I keep wanting to reply to this but my answer would be pages and pages.

Maybe I'll try to sum up...

I instigated and desired sex (and more) with other girls for years and years before it even crossed my mind that there was a word for what I was doing or what I was. (It's harder to explain my feelings for boys growing up...I definitely liked them, though, but mostly just in relation to mpreg LOL). There are two distinct times I remember being conscious of my actions being "wrong" but mostly it was just something I wanted and so I did it. I had no intention to be rebellious or naughty or something and I had no idea men thought two women together was sexy or whatnot.

I was raised very religious and was always taught that gay people were doing evil and I even got in arguments with people about how being gay was a choice and they should stop sinning, all the while I was doing it myself. I guess I just compartmentalized it.

My point is that it was so innate and instinctual from such a young age, even KNOWING that it was "wrong" and even being taught on a regular basis that it was sinful and that it was a choice, I STILL did it almost unconsciously.

I still wanted a relationship with a man and so I dated my boyfriend Matt, but it wasn't until I met my husband that I felt a real love and lust for a man in the way I felt it for girls. (I'm not saying I'm lesbian, though, because I don't know what the hell I am)

Then, there was a big huge crazy twist in my story.

After giving birth to my son my personality completely changed.

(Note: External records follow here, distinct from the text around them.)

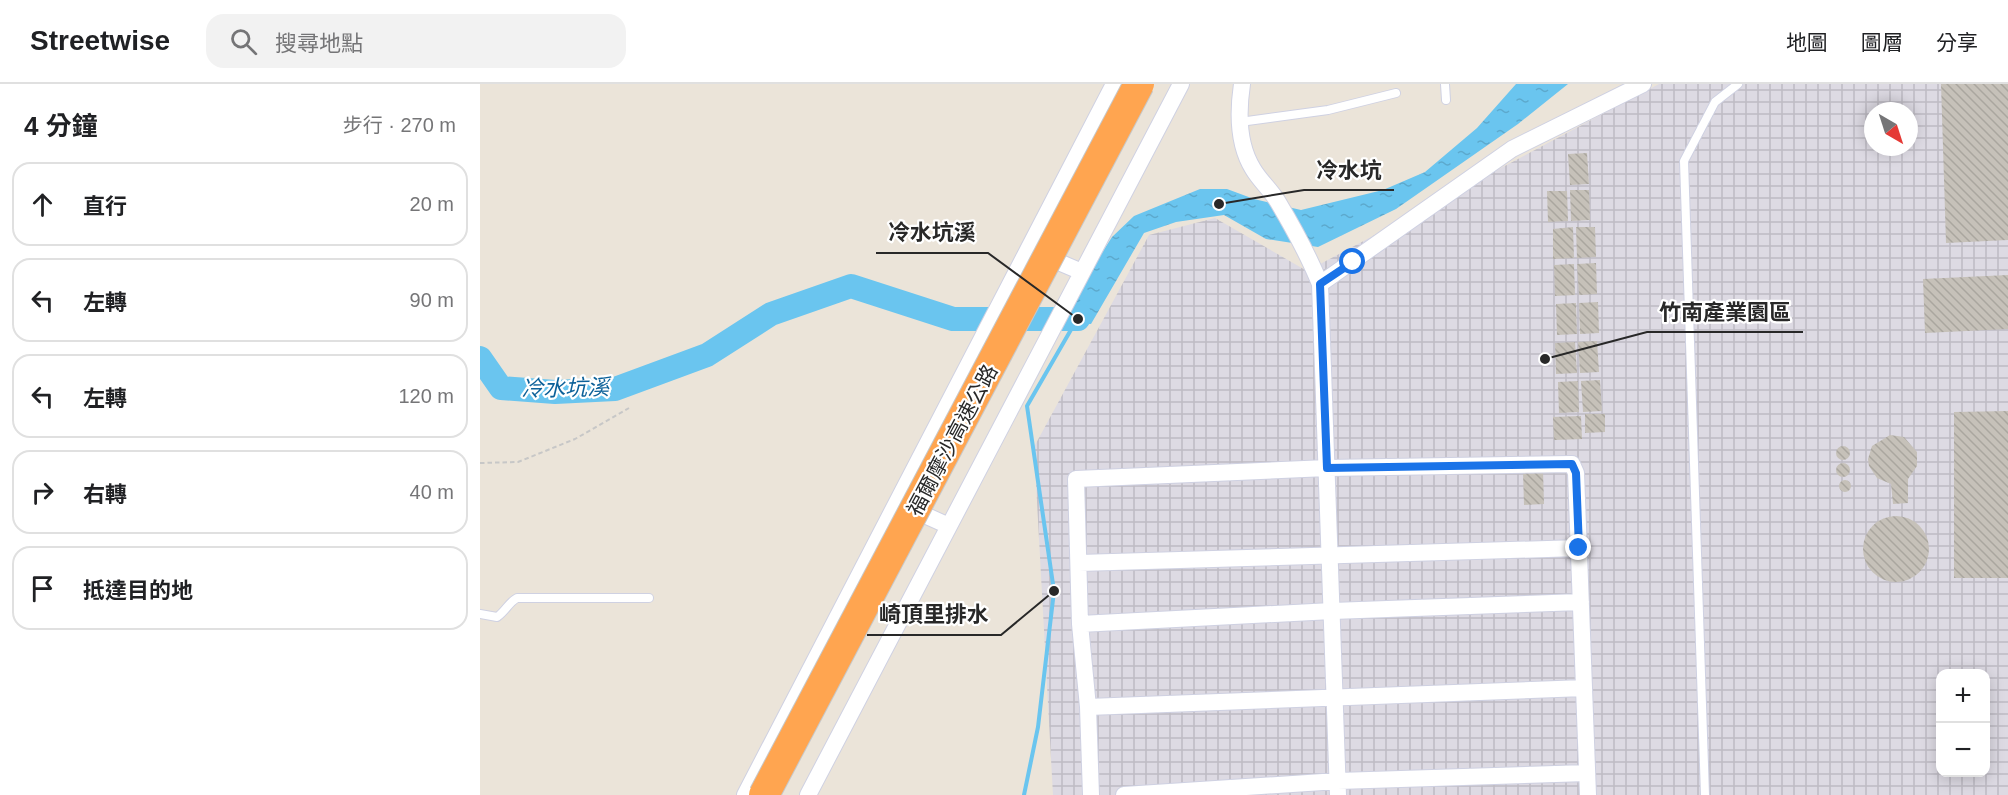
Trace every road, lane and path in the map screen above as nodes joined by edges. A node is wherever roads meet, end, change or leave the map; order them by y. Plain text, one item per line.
1 (1114, 84) edge
2 (1139, 84) edge
3 (1160, 84) edge
4 (1181, 84) edge
5 (1242, 84) edge
6 (1445, 84) edge
7 (1643, 84) edge
8 (1738, 84) edge
9 (1396, 93) dead end
10 (1446, 100) dead end
11 (1240, 122) junction
12 (1028, 249) junction
13 (1082, 273) junction
14 (1320, 284) junction
15 (629, 408) dead end
16 (480, 463) edge
17 (1327, 468) junction
18 (897, 503) junction
19 (949, 526) junction
20 (1579, 548) junction
21 (1330, 554) junction
22 (1079, 563) junction
23 (648, 598) dead end
24 (1581, 602) junction
25 (1332, 611) junction
26 (480, 614) edge
27 (1080, 624) junction
28 (1584, 688) junction
29 (1335, 700) junction
30 (1088, 707) junction
31 (1587, 773) junction
32 (1338, 788) edge
33 (745, 795) edge
34 (764, 795) edge
35 (787, 795) edge
36 (808, 795) edge
37 (1091, 795) edge
38 (1124, 795) edge
39 (1588, 795) edge
40 (1705, 795) edge

1 - 12 street
2 - 34 highway, 福爾摩沙高速公路, bridge
3 - 35 highway, 福爾摩沙高速公路
4 - 13 street
5 - 11 street
6 - 10 lane
7 - 14 street
8 - 40 lane
9 - 11 lane
11 - 14 street
12 - 13 street
12 - 18 street
13 - 19 street
14 - 17 street
15 - 16 path
17 - 20 street
17 - 21 street
17 - 22 street
18 - 19 street
18 - 33 street
19 - 36 street
20 - 21 street
20 - 24 street
21 - 22 street
21 - 25 street
22 - 27 street
23 - 26 lane
24 - 25 street
24 - 28 street
25 - 27 street
25 - 29 street
27 - 30 street
28 - 29 street
28 - 31 street
29 - 30 street
29 - 32 street
30 - 37 street
31 - 32 street
31 - 39 street
32 - 38 street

I started to enjoy things like clothes shopping, dressing up, buying shoes, doing my hair, being trendy, doing my make up on a regular basis, even my taste in music shifted.
And at the same time my interest in men shot straight up and my interest in women faded significantly.

I started to see men as sexual and enticing where before I'd only seen the male body as kind of weird and interesting lol.

I know this sounds totally strange, and I can only assume it's some bizarre hormonal shift from pregnancy or something. Maybe this type of shift is only possible in people who have tendencies toward both male and female??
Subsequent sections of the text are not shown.